Editor’s Note: This is the first in a regular series that will tell the stories behind lesser-known paintings on display at galleries in Dublin. So you can pretend you know your art.
If you had happened upon fifteenth-century renaissance painter Paolo Uccello’s Virgin and Child in the National Gallery in 1909 – the year it was purchased – you would have been subject to two deceptions.
First, you would have come away from the painting convinced that it had been painted not by Paolo Uccello, but by Lerentino d’Arezzo, who was “a mediocre follower of Piero della Francesca”, according to Sergio Benedetti, the former head curator at the National Gallery of Ireland, in a 2002 article he wrote for the Irish Arts Review.
Unlike d’Arezzo, Uccello, is highly regarded, credited as being among the first painters to embrace the new techniques of the aesthetic revolution then taking place in Florence, which would later be known as the Renaissance.
After spending several years in Venice working as a mosaicist, he returned to Florence in 1431 and began experimenting with the new spatial concepts central to this new artistic movement. A keen mathematician, Uccello excelled at producing works of mathematical and geometric precision.
His Virgin and Child, painted around 1435, is both a classic example of the style and a bold play on it.
The somewhat ugly but very naturalistic, gargantuan child is lunging towards something outside and to the left of the painting, while being held by the virgin, whose eyes, betraying her slight anxiety, are drawn to what has attracted her child.
The Virgin is framed classically in the dead centre of the painting, in front of a shell-shaped niche. But the child, in trying to leap forward, becomes three dimensional as his toes and right knee extend across the false frame Uccello has painted.
Its playful, warm nature distinguishes Virgin and Child from other depictions of Madonna and child. Apart from masterful use of perspective techniques employed in the painting, it has a modern, universal appeal. Anyone who has tried to have their photo taken with a child, will definitely relate to the Virgin of the painting.
While a gallery-goer in 1909 would have been able to appreciate some of these aspects, the subtly of the painting would have been lost. Because, and this brings us to deception number two, they would have been looking at a completely altered version of the original composition and character of Virgin and Child.
The End of the Deceptions
The case of mistaken identity wasn’t corrected until 1936, when art historian Georg Pudelko recognised the painting as a Uccello, not a d’Arezzo.
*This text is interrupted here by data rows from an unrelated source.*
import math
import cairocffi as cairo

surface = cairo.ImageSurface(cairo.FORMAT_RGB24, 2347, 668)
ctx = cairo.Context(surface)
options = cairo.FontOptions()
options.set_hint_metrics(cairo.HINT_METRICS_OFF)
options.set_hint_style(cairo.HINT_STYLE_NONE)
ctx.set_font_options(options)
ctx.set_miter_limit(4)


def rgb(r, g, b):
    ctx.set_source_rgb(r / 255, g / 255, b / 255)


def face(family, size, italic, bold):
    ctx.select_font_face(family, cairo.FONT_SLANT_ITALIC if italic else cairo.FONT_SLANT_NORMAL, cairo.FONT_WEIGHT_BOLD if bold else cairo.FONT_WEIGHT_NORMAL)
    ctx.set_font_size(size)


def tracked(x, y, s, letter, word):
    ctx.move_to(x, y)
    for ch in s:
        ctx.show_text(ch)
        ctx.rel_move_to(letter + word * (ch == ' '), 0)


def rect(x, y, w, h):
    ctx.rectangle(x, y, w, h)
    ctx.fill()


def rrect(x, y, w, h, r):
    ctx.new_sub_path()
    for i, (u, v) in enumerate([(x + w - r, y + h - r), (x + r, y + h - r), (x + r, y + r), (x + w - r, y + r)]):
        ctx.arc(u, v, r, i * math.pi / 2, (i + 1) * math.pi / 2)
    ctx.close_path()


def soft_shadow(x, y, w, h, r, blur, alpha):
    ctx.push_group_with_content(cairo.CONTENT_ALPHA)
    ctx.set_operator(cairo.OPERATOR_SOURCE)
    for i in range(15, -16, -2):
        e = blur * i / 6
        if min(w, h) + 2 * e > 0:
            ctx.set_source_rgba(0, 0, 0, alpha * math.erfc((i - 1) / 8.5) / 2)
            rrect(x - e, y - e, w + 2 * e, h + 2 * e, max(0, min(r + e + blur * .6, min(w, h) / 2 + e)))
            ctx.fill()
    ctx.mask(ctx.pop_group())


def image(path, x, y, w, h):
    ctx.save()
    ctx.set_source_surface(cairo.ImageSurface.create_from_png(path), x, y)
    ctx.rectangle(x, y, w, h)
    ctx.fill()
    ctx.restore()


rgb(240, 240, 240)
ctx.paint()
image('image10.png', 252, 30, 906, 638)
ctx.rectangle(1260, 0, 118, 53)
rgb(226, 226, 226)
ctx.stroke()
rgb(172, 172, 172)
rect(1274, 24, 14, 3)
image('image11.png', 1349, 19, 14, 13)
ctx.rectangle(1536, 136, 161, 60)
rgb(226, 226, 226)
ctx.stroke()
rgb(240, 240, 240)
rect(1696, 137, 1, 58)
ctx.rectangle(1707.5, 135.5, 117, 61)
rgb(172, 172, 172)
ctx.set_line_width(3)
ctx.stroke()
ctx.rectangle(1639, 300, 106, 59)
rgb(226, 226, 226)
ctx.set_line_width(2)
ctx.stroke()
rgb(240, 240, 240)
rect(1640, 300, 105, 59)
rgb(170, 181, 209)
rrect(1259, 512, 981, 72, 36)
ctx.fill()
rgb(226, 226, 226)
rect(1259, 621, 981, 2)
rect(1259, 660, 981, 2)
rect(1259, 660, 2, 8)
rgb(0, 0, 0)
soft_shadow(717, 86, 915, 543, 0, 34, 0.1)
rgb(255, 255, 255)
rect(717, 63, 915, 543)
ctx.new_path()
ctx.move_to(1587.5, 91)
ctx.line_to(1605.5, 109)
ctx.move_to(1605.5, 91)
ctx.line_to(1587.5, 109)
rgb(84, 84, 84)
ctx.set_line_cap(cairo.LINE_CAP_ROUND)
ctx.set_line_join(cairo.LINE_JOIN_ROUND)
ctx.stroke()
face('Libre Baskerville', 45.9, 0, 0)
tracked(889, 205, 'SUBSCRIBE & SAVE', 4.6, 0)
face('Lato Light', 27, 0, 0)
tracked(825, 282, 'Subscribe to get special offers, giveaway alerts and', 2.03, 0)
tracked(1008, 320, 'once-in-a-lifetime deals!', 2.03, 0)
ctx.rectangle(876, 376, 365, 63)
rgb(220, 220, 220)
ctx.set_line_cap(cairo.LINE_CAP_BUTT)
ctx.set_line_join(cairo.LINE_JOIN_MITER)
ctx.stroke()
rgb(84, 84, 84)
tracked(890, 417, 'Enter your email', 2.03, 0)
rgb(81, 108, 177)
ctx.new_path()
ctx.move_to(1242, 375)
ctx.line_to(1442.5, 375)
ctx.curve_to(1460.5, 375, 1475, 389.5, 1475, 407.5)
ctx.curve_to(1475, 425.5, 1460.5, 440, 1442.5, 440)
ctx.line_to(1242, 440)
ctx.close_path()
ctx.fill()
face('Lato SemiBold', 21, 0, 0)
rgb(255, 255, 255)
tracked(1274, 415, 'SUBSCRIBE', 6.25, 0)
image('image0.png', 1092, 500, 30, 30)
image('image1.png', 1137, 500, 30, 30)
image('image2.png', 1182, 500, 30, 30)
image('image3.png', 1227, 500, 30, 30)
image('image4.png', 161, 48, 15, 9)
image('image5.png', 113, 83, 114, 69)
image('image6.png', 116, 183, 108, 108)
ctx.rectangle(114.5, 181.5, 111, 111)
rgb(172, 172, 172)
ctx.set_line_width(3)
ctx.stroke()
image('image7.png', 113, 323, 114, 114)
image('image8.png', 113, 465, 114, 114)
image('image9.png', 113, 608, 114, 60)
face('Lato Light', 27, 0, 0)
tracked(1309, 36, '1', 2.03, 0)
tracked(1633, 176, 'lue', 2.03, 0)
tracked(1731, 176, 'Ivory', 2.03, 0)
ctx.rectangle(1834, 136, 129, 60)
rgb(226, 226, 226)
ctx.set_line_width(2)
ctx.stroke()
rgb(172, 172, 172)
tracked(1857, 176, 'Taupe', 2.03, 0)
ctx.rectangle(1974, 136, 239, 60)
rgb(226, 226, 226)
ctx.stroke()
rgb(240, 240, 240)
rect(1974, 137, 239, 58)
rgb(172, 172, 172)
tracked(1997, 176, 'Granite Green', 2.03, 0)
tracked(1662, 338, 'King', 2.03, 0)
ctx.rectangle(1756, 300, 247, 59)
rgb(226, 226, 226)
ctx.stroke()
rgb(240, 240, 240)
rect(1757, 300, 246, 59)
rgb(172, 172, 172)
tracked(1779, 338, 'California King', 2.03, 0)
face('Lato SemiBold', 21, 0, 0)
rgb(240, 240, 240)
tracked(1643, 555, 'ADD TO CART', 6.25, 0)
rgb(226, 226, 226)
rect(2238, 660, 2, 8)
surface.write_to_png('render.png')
It would take a further three decades for the second and greater distortion to be righted.
When the painting was first purchased, a dark-blue veil covered the Virgin’s hair, shoulders and right forearm. But that cloak had not been painted by Uccello. It was the handiwork of an early restorer.
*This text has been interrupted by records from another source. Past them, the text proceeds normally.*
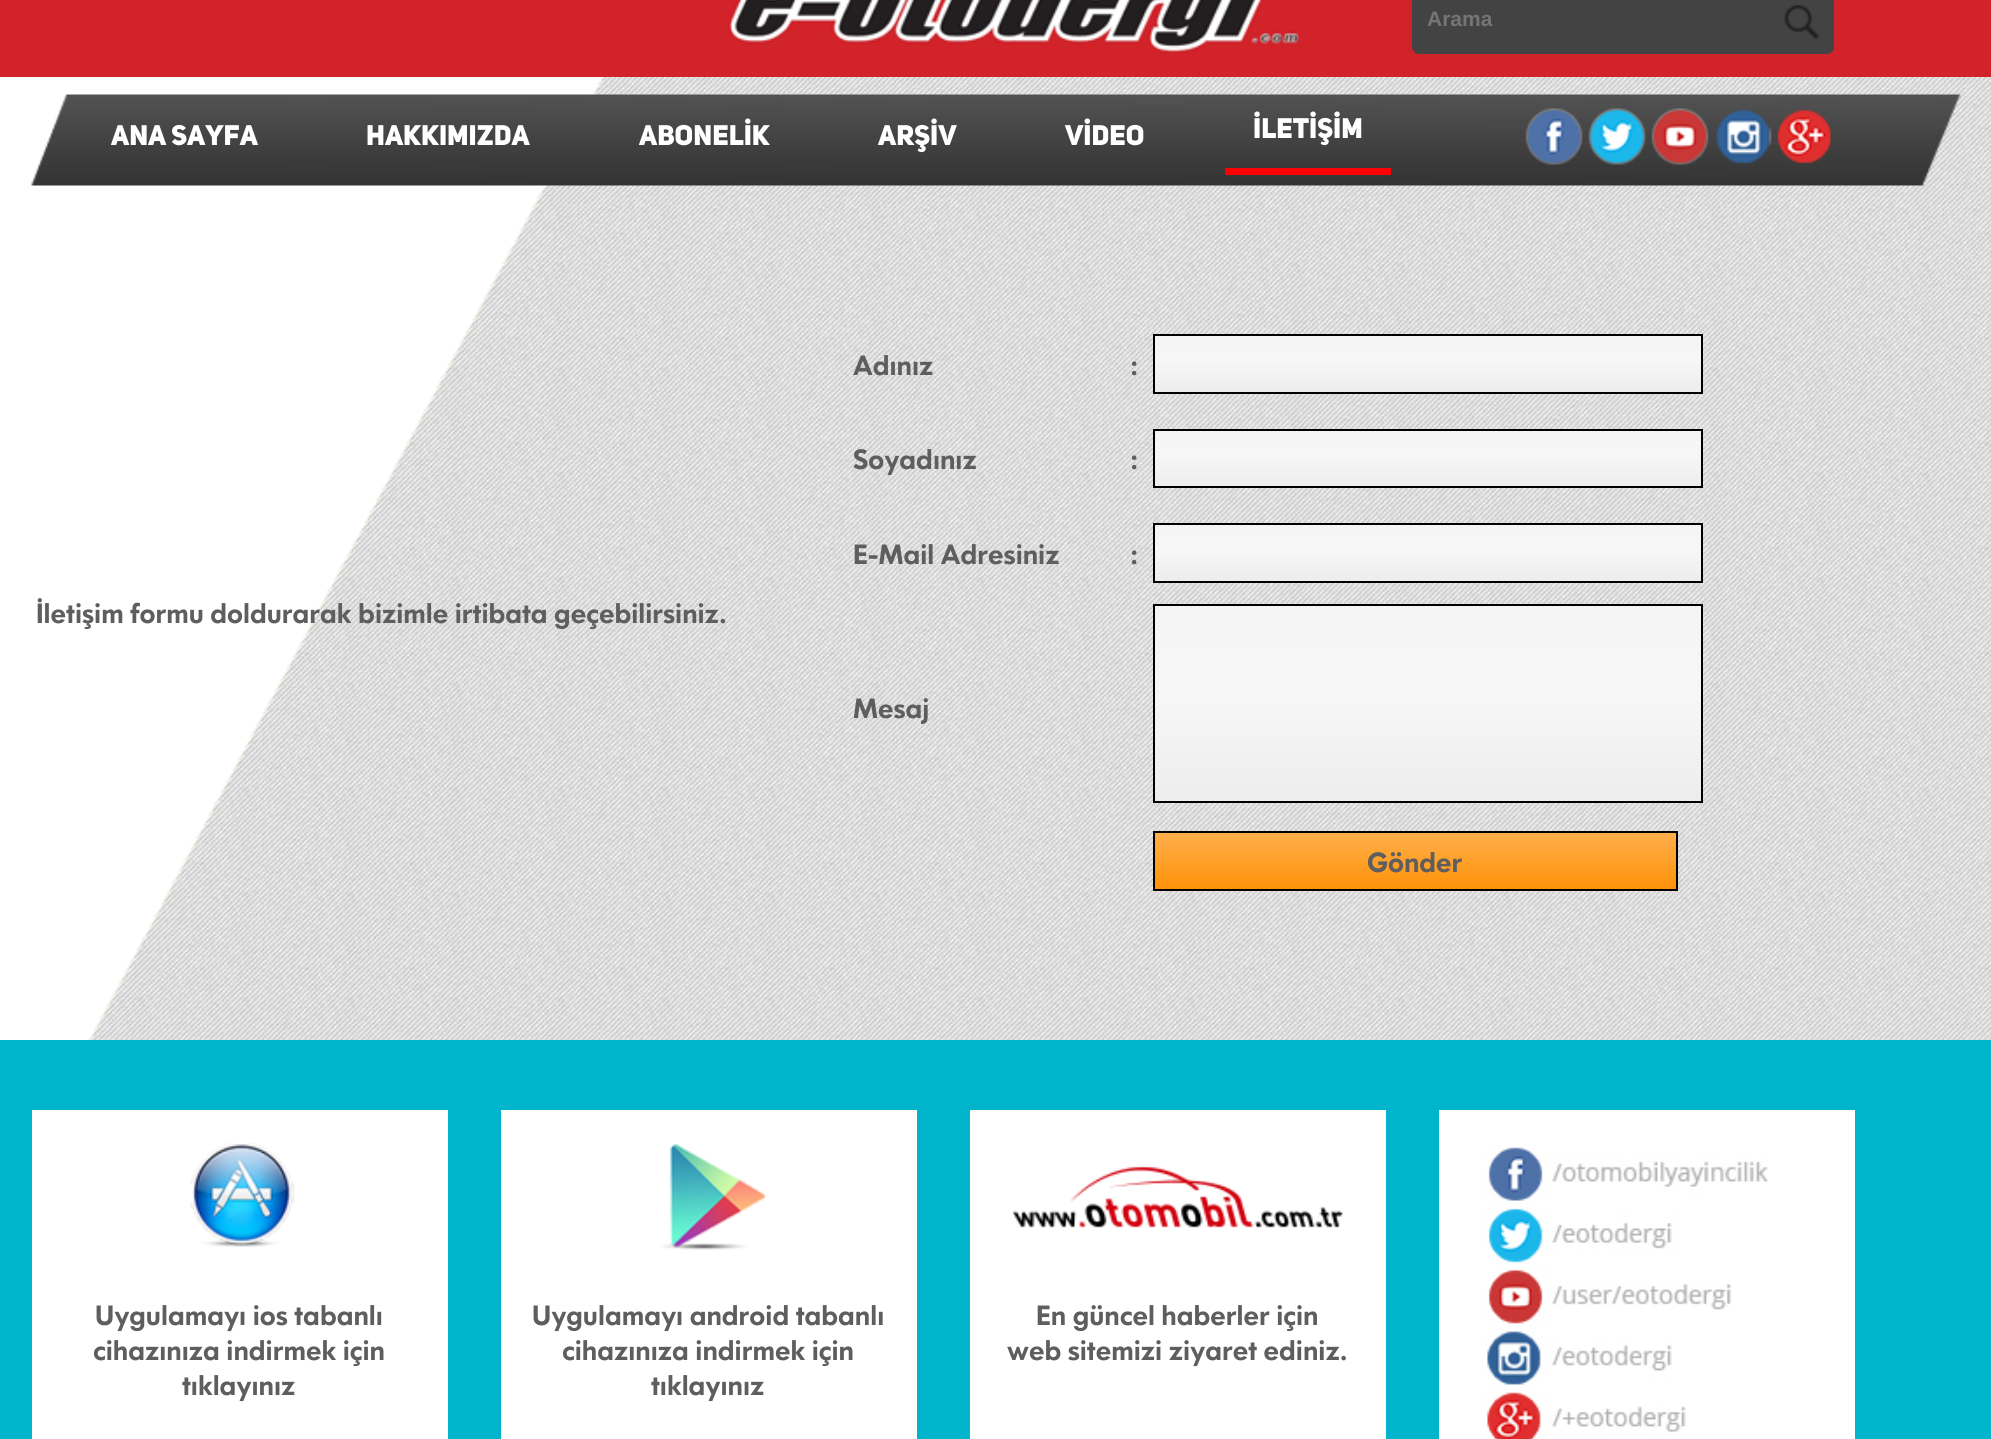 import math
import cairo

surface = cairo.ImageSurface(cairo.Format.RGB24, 1991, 1439)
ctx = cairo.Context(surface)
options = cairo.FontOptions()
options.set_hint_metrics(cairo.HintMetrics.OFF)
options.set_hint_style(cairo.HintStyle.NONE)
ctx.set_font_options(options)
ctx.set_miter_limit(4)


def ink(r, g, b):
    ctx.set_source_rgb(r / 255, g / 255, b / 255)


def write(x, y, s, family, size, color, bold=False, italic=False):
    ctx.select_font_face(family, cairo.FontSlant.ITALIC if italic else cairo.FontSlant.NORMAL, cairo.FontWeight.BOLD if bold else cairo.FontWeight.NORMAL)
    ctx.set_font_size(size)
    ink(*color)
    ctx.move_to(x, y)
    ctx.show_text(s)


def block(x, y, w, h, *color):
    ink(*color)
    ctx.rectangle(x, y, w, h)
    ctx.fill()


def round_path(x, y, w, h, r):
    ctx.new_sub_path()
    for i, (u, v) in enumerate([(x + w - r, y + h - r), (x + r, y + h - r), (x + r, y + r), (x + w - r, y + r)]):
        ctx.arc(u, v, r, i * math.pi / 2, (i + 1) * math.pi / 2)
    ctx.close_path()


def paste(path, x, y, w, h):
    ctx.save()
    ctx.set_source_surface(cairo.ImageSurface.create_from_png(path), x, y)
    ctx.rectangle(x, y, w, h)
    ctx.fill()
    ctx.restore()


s1 = dict(family="Liberation Sans", size=21, color=(117, 117, 117), bold=True)
s2 = dict(family="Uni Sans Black", size=28, color=(255, 255, 255))
s3 = dict(family="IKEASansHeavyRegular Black", size=28, color=(94, 94, 94))

ink(255, 255, 255)
ctx.paint()
paste("pic1.png", 0, 77, 1991, 963)
block(0, 0, 1991, 77, 210, 35, 42)
paste("pic2.png", 728, 0, 572, 53)
paste("pic3.png", 31, 94, 1930, 92)
ink(67, 67, 67)
round_path(1412, -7, 422, 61, 7)
ctx.fill()
write(1427, 26, "Arama", **s1)
paste("pic4.png", 1784, 5, 35, 34)
write(111, 145, "ANA SAYFA", **s2)
write(366, 145, "HAKKIMIZDA", **s2)
write(639, 145, "ABONELİK", **s2)
write(878, 145, "ARŞİV", **s2)
write(1065, 145, "VİDEO", **s2)
block(1225, 168, 166, 7, 255, 0, 0)
write(1253, 138, "İLETİŞİM", **s2)
paste("pic5.png", 1525, 108, 306, 57)
write(853, 375, "Adınız", **s3)
write(1130, 375, ":", **s3)
gradient = cairo.LinearGradient(1428, 336, 1428, 392)
gradient.add_color_stop_rgba(0, 0.961, 0.961, 0.961, 1)
gradient.add_color_stop_rgba(0.47, 0.965, 0.965, 0.965, 1)
gradient.add_color_stop_rgba(1, 0.929, 0.929, 0.929, 1)
ctx.set_source(gradient)
ctx.rectangle(1155, 336, 546, 56)
ctx.fill()
ctx.rectangle(1154, 335, 548, 58)
ink(0, 0, 0)
ctx.stroke()
write(36, 623, "İletişim formu doldurarak bizimle irtibata geçebilirsiniz.", **s3)
write(853, 469, "Soyadınız", **s3)
write(1130, 469, ":", **s3)
gradient = cairo.LinearGradient(1428, 430, 1428, 487)
gradient.add_color_stop_rgba(0, 0.961, 0.961, 0.961, 1)
gradient.add_color_stop_rgba(0.47, 0.965, 0.965, 0.965, 1)
gradient.add_color_stop_rgba(1, 0.929, 0.929, 0.929, 1)
ctx.set_source(gradient)
ctx.rectangle(1155, 431, 546, 55)
ctx.fill()
ctx.rectangle(1154, 430, 548, 57)
ink(0, 0, 0)
ctx.stroke()
write(853, 564, "E-Mail Adresiniz", **s3)
write(1130, 564, ":", **s3)
gradient = cairo.LinearGradient(1428, 525, 1428, 581)
gradient.add_color_stop_rgba(0, 0.961, 0.961, 0.961, 1)
gradient.add_color_stop_rgba(0.47, 0.965, 0.965, 0.965, 1)
gradient.add_color_stop_rgba(1, 0.929, 0.929, 0.929, 1)
ctx.set_source(gradient)
ctx.rectangle(1155, 525, 546, 56)
ctx.fill()
ctx.rectangle(1154, 524, 548, 58)
ink(0, 0, 0)
ctx.stroke()
write(853, 718, "Mesaj", **s3)
gradient = cairo.LinearGradient(1428, 606, 1428, 802)
gradient.add_color_stop_rgba(0, 0.961, 0.961, 0.961, 1)
gradient.add_color_stop_rgba(0.47, 0.965, 0.965, 0.965, 1)
gradient.add_color_stop_rgba(1, 0.929, 0.929, 0.929, 1)
ctx.set_source(gradient)
ctx.rectangle(1155, 606, 546, 195)
ctx.fill()
ctx.rectangle(1154, 605, 548, 197)
ink(0, 0, 0)
ctx.stroke()
gradient = cairo.LinearGradient(1416, 833, 1416, 889)
gradient.add_color_stop_rgba(0, 1, 0.686, 0.294, 1)
gradient.add_color_stop_rgba(1, 1, 0.573, 0.039, 1)
ctx.set_source(gradient)
ctx.rectangle(1155, 833, 521, 56)
ctx.fill()
ctx.rectangle(1154, 832, 523, 58)
ink(0, 0, 0)
ctx.stroke()
write(1367, 872, "Gönder", **s3)
block(0, 1040, 1991, 399, 0, 180, 203)
block(32, 1110, 416, 329, 255, 255, 255)
paste("pic6.png", 190, 1143, 105, 104)
write(95, 1325, "Uygulamayı ios tabanlı", **s3)
write(93, 1360, "cihazınıza indirmek için", **s3)
write(182, 1395, "tıklayınız", **s3)
block(501, 1110, 416, 329, 255, 255, 255)
paste("pic7.png", 660, 1144, 106, 106)
write(532, 1325, "Uygulamayı android tabanlı", **s3)
write(562, 1360, "cihazınıza indirmek için", **s3)
write(651, 1395, "tıklayınız", **s3)
block(970, 1110, 416, 329, 255, 255, 255)
paste("pic8.png", 1012, 1166, 331, 62)
write(1036, 1325, "En güncel haberler için", **s3)
write(1007, 1360, "web sitemizi ziyaret ediniz.", **s3)
block(1439, 1110, 416, 329, 255, 255, 255)
paste("pic9.png", 1486, 1147, 282, 292)
surface.write_to_png("screenshot.png")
In the centuries after Uccello painted it, the work suffered considerable paint loss, particularly around the Virgin’s left cheek and above her forehead. Rather than retouch the damaged areas, the restorer had the bright idea of covering it with the dark-blue cloak.
“This overpainting completely altered the original composition and character of the painting,” says a spokesperson for the National Gallery.
In 1968, at the request of the then director of the gallery, Dr James White, a team of professional conservators from the Istituto Centrale del Restauro in Rome came to Dublin to treat the Virgin and Child, as well as many other paintings in the collection.
The removal of the “false” cloak proved a painstakingly slow and very delicate process, but the Italian conservators managed to make it vanish, revealing the wheat-blonde hair of the Virgin, the detail of her headdress and her right sleeve.
The conservators then began the arduous process of in-painting, known as tratteggio or rigatino, where the lost areas of paint are matched with the intact paint.
Visitors to the National Gallery today can still see traces of the dark cloak around the Virgin. And rather than detracting from the piece, they only add to its fascinating composition.
You can see Paolo Uccello’s Virgin and Child in the exhibition “Masterpieces from the Collection in the Beit Wing” at the National Gallery of Ireland. It is open: Monday to Saturday, 9.30am to 5.30pm; Thursday from 9.30am to 8.30pm; Sunday from 11am to 5.30pm, and public holidays from 10am to 5.30pm.